This class is used to represent integers that are native to the compiler,
operating system and architecture the interpreter is compiled in.
There are two main syntax forms for C<Int> literals
More information in L<the native types page|/language/nativetypes> as well as in
the section on L<native numerics|/language/numerics#Native_numerics>.
123; # Int in decimal notation
:16<BEEF>; # Int in radix notations
For your convenience common radix forms come with a prefix shortcut.
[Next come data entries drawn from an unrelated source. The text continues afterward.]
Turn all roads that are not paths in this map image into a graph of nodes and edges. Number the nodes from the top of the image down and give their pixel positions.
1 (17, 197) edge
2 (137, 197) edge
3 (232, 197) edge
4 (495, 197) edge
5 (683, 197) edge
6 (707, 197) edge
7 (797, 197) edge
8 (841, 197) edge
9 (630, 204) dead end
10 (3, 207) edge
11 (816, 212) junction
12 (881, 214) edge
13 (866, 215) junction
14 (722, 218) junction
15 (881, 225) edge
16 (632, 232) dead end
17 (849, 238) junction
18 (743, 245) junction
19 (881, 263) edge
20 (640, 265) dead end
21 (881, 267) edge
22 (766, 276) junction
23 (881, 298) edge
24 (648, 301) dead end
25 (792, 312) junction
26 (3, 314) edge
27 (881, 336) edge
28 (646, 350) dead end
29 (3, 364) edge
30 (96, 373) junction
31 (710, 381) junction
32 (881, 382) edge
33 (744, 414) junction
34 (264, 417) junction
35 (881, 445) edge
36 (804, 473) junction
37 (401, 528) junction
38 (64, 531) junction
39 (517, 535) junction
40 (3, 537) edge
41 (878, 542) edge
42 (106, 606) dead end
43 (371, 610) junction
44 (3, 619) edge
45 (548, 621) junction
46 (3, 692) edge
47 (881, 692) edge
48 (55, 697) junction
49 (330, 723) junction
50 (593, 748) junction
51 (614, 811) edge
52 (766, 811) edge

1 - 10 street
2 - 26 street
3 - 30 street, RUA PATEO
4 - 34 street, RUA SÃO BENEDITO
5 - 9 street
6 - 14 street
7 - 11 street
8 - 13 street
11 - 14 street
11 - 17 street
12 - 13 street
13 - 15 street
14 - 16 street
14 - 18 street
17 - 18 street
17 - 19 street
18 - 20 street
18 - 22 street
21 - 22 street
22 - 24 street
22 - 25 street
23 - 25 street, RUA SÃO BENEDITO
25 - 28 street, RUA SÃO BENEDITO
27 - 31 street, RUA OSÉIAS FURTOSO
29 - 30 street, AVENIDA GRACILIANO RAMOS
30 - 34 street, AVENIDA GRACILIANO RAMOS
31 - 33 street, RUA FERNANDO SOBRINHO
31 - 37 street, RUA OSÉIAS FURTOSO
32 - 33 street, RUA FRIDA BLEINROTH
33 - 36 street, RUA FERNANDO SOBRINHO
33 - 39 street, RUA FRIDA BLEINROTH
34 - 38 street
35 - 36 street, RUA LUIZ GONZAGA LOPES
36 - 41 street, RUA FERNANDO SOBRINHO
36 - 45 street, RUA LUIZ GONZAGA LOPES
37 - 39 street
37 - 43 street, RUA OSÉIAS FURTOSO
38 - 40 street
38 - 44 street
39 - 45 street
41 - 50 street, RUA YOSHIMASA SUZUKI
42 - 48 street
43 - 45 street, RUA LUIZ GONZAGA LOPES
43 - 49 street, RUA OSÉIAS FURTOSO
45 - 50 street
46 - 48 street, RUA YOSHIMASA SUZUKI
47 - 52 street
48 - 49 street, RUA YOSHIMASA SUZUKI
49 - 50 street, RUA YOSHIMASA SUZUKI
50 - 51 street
say so :2<11111111> == 0b11111111 == :8<377> == 0o377 == 255 == 0d255 == :16<ff> == 0xff;
# OUTPUT: «True␤»
All forms allow underscores between any two digits which can serve as visual
separators, but don't carry any meaning:
5_00000; # five Lakhs
500_000; # five hundred thousand
0xBEEF_CAFE; # a strange place
:2<1010_1010>; # 0d170
Radix notation also supports round and angle brackets which allow you to parse
a string for a given base, and putting together digits into a whole number
respectively:
:16("9F"); # 159
:100[99, 2, 3]; # 990203
These notations allow you to use variables, too:
my $two = "2";
my $ninety-nine = "99";
:16($ninety-nine); # 153
:100[99, $two, 3]; # 990203
=head1 Methods
=head2 method Capture
Defined as:
method Capture()
Throws C<X::Cannot::Capture>.
=head2 routine chr
Defined as:
multi sub chr(Int:D --> Str:D)
multi method chr(Int:D: --> Str:D)
Returns a one-character string, by interpreting the integer as a Unicode
codepoint number and converting it to the corresponding character.
Example:
65.chr; # returns "A"
196.chr; # returns "Ä"
=head2 routine expmod
Defined as:
multi sub expmod( $x, $y, $mod --> Int:D)
multi sub expmod(Int:D $x, Int $y, Int $mod --> Int:D)
multi method expmod(Int:D: Int $y, Int $mod --> Int:D)
Returns the given C<Int> raised to the C<$y> power within modulus C<$mod>,
that is gives the result of C<($x ** $y) mod $mod>. The subroutine form
can accept non-C<Int> arguments, which will be coerced to C<Int>.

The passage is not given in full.